*** Opening Data provided ***

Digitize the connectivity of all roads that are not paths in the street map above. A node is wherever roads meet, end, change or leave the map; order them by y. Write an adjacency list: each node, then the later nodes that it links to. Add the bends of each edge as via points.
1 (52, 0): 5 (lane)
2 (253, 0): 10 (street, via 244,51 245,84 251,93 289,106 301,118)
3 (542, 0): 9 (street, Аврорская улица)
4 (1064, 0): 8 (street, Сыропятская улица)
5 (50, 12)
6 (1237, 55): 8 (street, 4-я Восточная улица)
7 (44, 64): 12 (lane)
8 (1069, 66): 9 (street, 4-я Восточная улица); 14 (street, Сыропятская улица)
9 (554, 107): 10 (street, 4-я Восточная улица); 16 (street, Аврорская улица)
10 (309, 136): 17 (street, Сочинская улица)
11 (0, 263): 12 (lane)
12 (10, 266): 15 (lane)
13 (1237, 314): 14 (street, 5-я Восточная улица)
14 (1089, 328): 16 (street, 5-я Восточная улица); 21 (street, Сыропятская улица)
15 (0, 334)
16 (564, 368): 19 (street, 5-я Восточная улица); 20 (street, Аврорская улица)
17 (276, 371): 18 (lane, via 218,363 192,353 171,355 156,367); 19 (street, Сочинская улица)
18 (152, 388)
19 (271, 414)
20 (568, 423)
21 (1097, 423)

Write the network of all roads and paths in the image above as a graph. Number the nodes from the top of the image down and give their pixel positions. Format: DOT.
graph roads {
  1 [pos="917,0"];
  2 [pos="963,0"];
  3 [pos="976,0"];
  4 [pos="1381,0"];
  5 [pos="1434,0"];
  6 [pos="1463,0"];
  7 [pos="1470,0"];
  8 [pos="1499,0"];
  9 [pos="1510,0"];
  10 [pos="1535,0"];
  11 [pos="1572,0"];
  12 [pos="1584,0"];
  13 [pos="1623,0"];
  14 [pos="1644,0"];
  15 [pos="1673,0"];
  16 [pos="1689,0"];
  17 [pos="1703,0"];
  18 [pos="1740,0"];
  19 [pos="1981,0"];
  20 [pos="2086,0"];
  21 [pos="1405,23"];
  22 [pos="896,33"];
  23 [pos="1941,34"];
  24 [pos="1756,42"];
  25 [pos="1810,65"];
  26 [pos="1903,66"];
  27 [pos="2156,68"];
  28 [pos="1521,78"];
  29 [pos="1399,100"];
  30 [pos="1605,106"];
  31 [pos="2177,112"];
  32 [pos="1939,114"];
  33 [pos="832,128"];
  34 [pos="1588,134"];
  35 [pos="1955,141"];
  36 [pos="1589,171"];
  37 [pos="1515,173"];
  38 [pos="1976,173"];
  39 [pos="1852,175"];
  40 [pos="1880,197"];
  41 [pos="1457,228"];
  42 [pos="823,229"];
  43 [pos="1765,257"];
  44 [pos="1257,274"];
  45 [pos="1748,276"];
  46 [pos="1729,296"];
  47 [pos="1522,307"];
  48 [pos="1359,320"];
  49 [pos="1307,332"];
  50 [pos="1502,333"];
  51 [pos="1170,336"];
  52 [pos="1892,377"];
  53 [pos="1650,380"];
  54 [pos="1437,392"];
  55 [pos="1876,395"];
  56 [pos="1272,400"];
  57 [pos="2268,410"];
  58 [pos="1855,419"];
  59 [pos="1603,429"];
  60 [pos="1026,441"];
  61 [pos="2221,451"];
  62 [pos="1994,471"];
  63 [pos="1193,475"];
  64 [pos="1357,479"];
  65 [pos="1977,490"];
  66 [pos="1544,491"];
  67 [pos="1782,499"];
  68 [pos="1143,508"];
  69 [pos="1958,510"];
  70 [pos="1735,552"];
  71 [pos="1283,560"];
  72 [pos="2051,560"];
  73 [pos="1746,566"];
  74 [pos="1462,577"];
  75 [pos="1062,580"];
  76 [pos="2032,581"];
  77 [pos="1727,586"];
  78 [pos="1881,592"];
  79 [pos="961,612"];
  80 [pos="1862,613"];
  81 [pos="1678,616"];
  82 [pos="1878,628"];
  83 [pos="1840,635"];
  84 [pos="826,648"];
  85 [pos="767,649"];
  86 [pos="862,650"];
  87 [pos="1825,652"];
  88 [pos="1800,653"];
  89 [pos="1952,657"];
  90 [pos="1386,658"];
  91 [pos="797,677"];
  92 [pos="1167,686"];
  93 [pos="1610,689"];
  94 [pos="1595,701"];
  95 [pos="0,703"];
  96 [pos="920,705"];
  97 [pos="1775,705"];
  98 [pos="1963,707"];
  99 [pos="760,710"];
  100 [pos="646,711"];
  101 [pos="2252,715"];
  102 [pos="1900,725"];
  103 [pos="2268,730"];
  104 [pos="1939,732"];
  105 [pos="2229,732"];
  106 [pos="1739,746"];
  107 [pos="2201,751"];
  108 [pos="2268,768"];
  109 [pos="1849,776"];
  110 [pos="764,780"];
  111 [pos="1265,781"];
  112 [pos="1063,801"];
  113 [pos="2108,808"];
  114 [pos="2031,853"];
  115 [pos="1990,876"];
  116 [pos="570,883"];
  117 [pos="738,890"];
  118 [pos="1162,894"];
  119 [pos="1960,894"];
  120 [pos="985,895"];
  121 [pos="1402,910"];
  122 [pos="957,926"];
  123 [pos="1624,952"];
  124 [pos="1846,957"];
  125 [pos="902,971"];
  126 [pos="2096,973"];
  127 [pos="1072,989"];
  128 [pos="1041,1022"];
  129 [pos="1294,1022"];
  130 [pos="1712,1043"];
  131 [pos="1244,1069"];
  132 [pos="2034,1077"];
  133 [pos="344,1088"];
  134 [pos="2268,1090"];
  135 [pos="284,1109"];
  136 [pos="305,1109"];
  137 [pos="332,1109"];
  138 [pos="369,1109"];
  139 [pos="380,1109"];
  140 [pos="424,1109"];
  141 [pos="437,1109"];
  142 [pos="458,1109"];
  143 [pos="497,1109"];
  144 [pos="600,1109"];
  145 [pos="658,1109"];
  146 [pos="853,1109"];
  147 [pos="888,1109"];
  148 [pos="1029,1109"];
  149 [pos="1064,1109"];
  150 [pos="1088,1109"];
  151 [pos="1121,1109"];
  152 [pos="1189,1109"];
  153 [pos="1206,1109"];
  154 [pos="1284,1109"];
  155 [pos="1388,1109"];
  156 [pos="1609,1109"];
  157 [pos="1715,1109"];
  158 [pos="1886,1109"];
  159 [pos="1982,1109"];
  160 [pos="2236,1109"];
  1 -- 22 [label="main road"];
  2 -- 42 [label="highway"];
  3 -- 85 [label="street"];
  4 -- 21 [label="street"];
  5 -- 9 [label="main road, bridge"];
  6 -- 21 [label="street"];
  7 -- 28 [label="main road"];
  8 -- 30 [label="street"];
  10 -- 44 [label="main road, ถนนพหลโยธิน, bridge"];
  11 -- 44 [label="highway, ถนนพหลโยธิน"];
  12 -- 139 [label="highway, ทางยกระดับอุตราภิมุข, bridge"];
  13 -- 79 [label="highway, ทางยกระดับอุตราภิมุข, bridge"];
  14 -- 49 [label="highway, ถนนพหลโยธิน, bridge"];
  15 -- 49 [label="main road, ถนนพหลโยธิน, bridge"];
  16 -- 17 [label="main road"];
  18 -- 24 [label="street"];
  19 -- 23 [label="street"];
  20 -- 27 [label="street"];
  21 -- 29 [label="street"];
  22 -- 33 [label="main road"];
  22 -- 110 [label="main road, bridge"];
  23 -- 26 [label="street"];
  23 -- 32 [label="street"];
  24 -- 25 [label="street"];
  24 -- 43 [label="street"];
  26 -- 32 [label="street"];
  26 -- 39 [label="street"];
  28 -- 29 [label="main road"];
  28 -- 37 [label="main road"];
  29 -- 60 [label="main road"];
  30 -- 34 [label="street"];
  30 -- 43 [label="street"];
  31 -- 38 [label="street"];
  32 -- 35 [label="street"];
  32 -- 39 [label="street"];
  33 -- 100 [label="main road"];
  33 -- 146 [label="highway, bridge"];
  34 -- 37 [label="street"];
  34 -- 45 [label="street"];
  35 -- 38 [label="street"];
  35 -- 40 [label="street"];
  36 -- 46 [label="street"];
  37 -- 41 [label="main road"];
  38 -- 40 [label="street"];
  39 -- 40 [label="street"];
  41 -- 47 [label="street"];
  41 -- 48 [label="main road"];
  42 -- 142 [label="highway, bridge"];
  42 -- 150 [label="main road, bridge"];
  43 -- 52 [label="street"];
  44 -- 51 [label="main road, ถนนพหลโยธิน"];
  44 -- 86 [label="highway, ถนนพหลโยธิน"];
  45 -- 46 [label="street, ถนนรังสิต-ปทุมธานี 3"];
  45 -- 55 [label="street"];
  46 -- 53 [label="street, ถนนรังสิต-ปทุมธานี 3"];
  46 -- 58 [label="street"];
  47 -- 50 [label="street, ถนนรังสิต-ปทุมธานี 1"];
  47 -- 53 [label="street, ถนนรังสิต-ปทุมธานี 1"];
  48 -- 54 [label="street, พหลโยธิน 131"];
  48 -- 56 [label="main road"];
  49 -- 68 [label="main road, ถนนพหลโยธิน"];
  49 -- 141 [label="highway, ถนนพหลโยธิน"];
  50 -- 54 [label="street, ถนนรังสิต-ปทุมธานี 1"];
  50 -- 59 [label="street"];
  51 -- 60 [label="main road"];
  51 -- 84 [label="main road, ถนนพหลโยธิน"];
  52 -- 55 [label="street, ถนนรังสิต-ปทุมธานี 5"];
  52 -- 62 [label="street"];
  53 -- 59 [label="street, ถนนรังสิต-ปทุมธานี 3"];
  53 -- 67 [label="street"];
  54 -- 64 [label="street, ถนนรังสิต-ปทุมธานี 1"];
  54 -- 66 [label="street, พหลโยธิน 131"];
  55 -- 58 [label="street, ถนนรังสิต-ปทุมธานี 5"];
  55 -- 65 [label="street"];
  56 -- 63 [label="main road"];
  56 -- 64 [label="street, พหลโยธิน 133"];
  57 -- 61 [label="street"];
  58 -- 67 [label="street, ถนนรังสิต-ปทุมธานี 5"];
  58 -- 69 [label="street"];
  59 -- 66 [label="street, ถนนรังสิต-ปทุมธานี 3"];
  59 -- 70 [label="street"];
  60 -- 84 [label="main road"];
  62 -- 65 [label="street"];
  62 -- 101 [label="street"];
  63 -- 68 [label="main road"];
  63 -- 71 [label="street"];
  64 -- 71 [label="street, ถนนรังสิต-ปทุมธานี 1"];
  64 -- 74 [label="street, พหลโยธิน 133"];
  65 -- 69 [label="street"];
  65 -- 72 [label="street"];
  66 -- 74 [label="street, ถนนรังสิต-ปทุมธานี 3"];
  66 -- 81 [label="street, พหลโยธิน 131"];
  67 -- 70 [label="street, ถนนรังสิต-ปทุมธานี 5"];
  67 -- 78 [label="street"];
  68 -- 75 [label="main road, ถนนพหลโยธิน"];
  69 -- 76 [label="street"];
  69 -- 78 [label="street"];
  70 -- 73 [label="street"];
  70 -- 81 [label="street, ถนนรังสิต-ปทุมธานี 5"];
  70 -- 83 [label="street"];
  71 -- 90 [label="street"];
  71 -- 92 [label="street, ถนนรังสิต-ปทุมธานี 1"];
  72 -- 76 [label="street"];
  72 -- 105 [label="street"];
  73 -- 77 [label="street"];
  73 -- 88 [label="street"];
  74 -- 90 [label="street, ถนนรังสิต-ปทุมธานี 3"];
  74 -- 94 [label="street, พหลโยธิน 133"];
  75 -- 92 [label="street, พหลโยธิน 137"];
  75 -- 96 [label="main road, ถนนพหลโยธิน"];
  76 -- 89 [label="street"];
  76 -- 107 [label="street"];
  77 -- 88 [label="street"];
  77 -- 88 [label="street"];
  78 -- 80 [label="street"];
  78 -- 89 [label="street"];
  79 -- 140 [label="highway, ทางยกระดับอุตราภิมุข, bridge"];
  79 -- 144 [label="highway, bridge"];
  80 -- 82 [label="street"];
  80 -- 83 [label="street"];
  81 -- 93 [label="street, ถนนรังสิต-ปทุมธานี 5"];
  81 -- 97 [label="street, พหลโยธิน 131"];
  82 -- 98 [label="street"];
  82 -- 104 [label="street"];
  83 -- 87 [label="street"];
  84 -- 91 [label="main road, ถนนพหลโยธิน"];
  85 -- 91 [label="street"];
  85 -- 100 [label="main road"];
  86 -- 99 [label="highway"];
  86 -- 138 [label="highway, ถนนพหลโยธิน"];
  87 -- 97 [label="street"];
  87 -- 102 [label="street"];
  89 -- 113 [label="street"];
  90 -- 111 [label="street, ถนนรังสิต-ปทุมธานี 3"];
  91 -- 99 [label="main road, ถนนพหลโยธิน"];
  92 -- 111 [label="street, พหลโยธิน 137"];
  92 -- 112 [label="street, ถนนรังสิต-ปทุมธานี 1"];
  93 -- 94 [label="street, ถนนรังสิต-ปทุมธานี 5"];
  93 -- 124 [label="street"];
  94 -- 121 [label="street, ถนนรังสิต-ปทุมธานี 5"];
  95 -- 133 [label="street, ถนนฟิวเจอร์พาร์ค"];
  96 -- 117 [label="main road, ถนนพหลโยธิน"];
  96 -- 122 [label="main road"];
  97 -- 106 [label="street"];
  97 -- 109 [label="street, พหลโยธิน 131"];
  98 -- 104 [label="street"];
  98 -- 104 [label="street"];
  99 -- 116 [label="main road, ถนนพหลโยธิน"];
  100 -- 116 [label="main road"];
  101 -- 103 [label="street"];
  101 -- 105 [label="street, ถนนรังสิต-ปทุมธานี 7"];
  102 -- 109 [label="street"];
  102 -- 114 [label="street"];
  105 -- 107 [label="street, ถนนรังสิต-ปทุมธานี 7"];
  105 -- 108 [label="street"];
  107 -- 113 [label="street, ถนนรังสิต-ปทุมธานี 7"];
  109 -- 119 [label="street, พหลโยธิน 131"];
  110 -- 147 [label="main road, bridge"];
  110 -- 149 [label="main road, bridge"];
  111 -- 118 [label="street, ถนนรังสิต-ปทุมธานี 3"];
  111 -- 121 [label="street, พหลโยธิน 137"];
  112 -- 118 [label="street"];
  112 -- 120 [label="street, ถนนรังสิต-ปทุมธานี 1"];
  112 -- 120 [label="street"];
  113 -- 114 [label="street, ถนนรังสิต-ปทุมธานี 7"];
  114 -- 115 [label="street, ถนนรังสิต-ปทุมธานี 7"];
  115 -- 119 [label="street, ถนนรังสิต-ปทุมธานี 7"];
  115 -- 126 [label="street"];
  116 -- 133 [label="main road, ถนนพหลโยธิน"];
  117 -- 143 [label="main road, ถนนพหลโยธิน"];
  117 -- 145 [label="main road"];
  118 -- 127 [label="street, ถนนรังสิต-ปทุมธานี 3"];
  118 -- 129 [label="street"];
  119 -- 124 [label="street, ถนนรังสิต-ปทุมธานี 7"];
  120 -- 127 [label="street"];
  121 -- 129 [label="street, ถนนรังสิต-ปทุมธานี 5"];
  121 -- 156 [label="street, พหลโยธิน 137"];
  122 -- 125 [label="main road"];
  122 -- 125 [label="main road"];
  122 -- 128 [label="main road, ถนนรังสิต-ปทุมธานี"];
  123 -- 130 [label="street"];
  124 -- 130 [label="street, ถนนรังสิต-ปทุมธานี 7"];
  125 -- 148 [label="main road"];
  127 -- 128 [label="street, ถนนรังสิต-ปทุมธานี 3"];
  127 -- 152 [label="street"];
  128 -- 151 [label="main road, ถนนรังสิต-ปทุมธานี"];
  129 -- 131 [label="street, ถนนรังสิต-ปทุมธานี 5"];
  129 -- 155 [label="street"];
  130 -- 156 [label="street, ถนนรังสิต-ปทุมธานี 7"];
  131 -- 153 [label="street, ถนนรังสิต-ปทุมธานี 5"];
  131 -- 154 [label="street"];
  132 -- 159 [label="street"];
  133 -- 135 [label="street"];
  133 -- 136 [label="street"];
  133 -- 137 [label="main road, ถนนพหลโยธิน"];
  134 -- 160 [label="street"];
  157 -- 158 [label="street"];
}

*** Closing Data provided ***

(What is being asked)
Among the entries, how many lines include the word "Сыропятская"? Answer with a single number and nothing further.

(Task result)
3